▶ **WHAT YOU SHOULD DO**:
Establish the number of lines below that contain the string "Anne". State that number alone.
═════ MATERIAL FOR THIS EXERCISE
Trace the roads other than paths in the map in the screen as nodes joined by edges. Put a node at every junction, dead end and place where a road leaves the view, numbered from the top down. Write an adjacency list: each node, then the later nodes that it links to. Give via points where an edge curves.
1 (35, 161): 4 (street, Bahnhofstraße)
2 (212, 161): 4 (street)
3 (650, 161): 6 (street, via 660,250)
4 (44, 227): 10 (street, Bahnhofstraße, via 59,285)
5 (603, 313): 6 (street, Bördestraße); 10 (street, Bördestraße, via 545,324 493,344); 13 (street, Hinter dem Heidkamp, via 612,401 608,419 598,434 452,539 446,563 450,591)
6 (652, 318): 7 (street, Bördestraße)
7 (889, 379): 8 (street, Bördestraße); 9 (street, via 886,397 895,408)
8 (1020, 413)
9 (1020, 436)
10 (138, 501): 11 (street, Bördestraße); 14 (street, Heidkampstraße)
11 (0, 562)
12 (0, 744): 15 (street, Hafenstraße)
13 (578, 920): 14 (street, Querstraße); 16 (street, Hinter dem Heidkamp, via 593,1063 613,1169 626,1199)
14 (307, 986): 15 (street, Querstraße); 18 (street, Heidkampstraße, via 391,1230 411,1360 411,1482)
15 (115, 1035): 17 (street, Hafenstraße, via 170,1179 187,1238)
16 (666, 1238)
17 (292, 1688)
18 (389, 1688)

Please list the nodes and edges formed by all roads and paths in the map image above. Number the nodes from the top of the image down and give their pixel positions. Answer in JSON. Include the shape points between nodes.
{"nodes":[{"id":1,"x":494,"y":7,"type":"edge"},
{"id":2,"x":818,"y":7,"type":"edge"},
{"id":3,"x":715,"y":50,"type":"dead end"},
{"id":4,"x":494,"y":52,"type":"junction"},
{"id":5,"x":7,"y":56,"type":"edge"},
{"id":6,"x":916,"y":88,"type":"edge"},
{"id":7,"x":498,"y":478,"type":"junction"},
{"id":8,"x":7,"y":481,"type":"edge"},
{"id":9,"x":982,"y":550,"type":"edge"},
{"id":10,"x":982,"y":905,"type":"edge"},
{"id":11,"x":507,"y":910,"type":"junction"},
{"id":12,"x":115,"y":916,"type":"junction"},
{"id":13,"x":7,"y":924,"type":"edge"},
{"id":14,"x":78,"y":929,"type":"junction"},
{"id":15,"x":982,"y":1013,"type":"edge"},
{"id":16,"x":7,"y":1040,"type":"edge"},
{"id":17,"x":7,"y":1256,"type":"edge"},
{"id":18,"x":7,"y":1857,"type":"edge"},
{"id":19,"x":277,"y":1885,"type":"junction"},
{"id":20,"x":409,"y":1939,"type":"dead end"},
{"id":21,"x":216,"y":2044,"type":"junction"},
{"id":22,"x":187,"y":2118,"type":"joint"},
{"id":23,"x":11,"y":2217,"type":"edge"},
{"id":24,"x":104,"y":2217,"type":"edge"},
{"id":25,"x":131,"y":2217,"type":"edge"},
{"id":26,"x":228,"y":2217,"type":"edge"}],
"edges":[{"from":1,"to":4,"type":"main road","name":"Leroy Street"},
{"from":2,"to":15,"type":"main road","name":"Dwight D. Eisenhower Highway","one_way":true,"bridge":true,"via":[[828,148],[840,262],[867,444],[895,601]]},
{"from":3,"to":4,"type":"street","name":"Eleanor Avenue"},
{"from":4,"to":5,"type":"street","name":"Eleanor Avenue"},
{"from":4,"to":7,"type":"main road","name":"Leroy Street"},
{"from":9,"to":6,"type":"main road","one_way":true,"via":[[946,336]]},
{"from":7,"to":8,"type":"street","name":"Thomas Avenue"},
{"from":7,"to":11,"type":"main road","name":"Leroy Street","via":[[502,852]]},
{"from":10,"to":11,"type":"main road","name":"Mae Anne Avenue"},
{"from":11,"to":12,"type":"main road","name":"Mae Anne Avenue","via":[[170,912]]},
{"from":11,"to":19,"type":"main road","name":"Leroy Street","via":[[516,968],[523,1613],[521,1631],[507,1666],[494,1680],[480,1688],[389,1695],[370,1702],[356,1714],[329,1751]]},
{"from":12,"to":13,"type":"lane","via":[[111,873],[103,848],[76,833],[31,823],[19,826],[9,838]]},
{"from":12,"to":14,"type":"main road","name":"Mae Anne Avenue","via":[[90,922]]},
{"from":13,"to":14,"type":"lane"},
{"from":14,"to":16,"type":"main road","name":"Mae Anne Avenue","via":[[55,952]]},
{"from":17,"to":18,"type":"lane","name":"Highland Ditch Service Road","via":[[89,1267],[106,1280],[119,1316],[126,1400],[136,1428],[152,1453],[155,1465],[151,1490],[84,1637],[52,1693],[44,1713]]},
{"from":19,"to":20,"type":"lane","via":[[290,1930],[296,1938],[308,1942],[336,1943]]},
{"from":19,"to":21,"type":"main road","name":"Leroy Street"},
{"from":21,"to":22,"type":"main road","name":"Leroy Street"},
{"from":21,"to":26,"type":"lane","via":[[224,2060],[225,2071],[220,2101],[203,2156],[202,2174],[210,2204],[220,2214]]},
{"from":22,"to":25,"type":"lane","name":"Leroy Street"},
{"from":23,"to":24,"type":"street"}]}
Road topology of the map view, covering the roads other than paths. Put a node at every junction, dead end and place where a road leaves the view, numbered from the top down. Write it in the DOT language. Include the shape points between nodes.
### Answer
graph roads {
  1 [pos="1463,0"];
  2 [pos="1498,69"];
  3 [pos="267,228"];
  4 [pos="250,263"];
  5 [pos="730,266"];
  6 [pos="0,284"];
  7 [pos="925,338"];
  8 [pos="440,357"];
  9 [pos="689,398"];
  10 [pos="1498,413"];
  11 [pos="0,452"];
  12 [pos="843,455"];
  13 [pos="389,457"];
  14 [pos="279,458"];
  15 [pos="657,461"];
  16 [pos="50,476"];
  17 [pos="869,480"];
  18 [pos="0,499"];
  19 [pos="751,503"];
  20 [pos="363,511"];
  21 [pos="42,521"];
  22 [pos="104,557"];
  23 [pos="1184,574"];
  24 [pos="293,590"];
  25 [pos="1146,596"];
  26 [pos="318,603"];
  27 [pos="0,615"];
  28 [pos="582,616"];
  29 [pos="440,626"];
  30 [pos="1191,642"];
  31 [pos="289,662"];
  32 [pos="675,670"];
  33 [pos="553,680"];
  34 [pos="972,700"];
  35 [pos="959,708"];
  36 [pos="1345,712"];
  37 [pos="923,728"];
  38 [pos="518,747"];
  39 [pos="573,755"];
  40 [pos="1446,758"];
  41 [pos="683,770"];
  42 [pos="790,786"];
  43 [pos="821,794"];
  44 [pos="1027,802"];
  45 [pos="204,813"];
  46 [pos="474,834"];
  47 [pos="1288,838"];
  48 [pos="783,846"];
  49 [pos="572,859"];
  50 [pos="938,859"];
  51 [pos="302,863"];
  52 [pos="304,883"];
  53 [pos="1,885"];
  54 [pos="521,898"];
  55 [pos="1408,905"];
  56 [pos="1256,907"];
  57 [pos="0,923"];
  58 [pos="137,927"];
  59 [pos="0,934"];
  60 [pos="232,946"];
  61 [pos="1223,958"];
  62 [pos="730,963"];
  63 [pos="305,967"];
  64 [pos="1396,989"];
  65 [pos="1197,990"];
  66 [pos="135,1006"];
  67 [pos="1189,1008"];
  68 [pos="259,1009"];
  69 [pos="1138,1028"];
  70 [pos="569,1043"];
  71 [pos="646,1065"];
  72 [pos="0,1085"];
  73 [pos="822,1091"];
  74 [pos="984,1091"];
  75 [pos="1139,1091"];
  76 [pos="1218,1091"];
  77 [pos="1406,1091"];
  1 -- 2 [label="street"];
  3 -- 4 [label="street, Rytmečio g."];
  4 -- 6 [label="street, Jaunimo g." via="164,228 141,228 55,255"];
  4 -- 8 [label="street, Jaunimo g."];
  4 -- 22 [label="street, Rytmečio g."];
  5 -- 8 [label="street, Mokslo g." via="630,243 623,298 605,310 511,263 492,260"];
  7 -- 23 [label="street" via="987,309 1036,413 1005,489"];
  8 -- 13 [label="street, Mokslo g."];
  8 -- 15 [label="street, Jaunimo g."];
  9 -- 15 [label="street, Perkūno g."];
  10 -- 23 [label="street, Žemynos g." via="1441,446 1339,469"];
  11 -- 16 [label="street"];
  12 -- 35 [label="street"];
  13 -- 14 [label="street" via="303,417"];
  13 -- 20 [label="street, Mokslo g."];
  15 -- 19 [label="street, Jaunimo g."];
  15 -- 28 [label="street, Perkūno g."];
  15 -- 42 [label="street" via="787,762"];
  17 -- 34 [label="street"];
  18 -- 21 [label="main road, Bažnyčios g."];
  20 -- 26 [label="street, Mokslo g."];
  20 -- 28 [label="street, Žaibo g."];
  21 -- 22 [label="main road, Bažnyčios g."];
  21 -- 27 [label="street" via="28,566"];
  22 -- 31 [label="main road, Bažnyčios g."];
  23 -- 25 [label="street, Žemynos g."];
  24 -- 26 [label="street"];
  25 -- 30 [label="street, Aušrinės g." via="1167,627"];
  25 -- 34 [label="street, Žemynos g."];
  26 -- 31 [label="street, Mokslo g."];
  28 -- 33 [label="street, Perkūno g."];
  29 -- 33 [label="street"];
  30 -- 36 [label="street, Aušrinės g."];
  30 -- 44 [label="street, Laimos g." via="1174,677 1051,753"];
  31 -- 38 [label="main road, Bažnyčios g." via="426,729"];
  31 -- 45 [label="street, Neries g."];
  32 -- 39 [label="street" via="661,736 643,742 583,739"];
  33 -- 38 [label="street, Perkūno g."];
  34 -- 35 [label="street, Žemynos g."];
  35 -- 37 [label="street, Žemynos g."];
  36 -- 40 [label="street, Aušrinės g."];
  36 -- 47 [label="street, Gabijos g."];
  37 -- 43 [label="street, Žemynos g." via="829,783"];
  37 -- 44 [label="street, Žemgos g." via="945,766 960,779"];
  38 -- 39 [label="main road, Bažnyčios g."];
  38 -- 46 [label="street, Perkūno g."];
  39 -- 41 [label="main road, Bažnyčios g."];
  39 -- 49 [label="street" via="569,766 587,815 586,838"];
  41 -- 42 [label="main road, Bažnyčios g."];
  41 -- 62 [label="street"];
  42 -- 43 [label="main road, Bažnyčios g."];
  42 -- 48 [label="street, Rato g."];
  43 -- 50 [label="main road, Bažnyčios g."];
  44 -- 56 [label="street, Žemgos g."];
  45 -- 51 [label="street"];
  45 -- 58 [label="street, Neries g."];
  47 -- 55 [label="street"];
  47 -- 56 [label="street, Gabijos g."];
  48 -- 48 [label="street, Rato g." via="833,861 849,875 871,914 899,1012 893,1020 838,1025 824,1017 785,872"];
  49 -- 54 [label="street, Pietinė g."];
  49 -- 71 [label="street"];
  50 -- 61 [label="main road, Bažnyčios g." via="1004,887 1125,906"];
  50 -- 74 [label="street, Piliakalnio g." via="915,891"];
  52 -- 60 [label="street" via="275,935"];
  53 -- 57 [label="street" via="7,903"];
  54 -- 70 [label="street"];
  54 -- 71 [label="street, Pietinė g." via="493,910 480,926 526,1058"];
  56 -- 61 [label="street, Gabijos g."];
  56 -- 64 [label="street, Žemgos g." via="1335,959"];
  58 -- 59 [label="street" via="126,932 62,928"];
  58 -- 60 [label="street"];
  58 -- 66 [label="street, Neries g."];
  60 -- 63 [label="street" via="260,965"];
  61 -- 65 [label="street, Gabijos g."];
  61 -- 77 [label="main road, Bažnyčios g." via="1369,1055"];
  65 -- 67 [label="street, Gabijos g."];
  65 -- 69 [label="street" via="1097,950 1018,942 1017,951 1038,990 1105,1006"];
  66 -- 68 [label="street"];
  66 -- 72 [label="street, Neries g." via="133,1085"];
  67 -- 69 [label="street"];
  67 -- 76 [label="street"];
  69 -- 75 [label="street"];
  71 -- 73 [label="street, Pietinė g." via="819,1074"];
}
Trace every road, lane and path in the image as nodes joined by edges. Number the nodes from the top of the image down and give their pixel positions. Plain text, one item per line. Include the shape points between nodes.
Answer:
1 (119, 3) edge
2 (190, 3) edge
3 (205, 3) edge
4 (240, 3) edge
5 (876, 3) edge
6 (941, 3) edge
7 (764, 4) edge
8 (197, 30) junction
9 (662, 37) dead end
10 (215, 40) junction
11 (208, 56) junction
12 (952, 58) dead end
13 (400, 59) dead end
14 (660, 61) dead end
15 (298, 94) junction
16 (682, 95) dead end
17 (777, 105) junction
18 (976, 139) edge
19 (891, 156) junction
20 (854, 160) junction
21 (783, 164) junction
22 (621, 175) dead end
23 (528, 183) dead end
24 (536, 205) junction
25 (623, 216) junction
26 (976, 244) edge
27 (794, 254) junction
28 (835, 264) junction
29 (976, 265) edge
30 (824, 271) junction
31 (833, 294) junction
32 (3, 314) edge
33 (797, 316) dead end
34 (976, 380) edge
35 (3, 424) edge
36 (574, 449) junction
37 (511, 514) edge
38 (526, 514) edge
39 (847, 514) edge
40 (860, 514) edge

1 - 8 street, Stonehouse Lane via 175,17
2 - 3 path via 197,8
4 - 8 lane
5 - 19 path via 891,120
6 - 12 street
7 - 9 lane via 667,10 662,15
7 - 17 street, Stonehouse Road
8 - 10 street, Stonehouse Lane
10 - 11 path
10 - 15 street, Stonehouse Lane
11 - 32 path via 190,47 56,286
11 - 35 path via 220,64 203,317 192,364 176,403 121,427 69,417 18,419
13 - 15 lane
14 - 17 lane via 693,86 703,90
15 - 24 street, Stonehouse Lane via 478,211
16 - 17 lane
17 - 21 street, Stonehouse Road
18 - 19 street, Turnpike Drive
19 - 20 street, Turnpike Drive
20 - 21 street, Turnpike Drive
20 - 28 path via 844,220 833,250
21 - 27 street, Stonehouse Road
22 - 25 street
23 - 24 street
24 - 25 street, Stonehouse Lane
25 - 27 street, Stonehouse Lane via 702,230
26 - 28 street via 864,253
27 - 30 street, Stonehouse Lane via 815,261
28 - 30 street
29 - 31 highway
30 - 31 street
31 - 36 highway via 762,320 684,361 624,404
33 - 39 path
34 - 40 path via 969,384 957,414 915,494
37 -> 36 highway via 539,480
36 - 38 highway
══════════
▶ **RESPONSE**:
4